Queridos hermanos, Jesús no deja de «bajar del
monte», no deja de querer insertarnos en la encrucijada de nuestra historia para
anunciar el Evangelio de la Misericordia. Jesús nos sigue llamando y enviando
al «llano» de nuestros pueblos, nos sigue invitando a gastar nuestras vidas
levantando la esperanza de nuestra gente, siendo signos de reconciliación. Como
Iglesia, seguimos siendo invitados a abrir nuestros ojos para mirar las heridas
de tantos hermanos y hermanas privados de su dignidad, privados en su dignidad.

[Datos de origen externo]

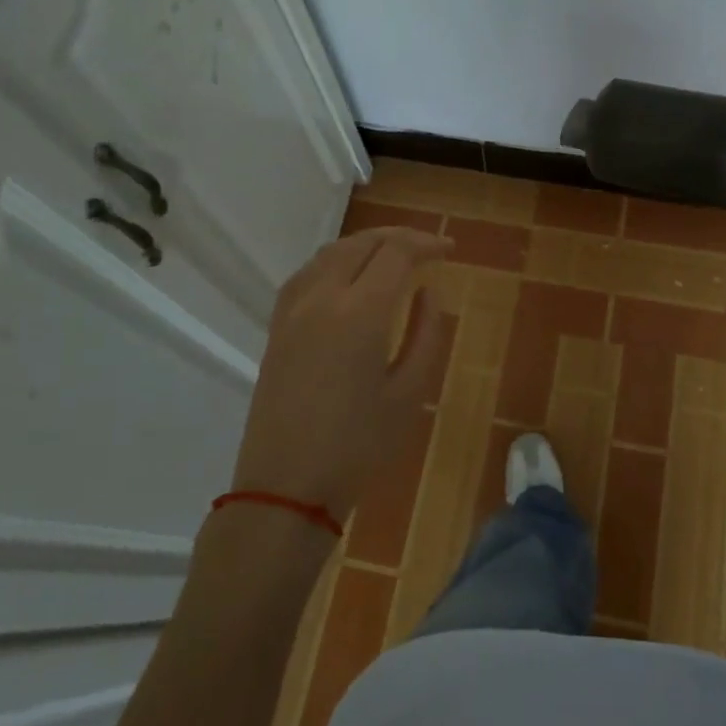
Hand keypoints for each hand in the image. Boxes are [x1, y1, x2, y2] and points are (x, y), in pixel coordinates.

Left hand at [232, 226, 452, 520]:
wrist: (286, 488)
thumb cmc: (358, 447)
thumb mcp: (409, 393)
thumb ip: (426, 334)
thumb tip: (428, 292)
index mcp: (360, 313)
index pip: (396, 253)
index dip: (426, 244)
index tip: (449, 250)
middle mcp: (322, 298)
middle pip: (362, 243)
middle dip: (399, 238)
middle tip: (428, 249)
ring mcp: (292, 310)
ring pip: (331, 252)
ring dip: (366, 244)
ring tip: (393, 255)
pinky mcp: (276, 327)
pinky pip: (307, 272)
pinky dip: (336, 260)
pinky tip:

Querido hermano neo Cardenal, el camino al cielo
comienza en el llano, en la cotidianeidad de la vida partida y compartida, de
una vida gastada y entregada. En la entrega silenciosa y cotidiana de lo que
somos. Nuestra cumbre es esta calidad del amor; nuestra meta y deseo es buscar
en la llanura de la vida, junto al Pueblo de Dios, transformarnos en personas
capaces de perdón y reconciliación.
Querido hermano, hoy se te pide cuidar en tu
corazón y en el de la Iglesia esta invitación a ser misericordioso como el
Padre, sabiendo que «si hay algo que debe inquietarnos santamente y preocupar
nuestras conciencias es que tantos hermanos vivan sin la fuerza, sin la luz y
el consuelo de la amistad con Jesucristo, sin una comunidad de fe que los
contenga, sin un horizonte de sentido que dé vida» (Exhort. ap. Evangelii
Gaudium, 49).
(RC-RV)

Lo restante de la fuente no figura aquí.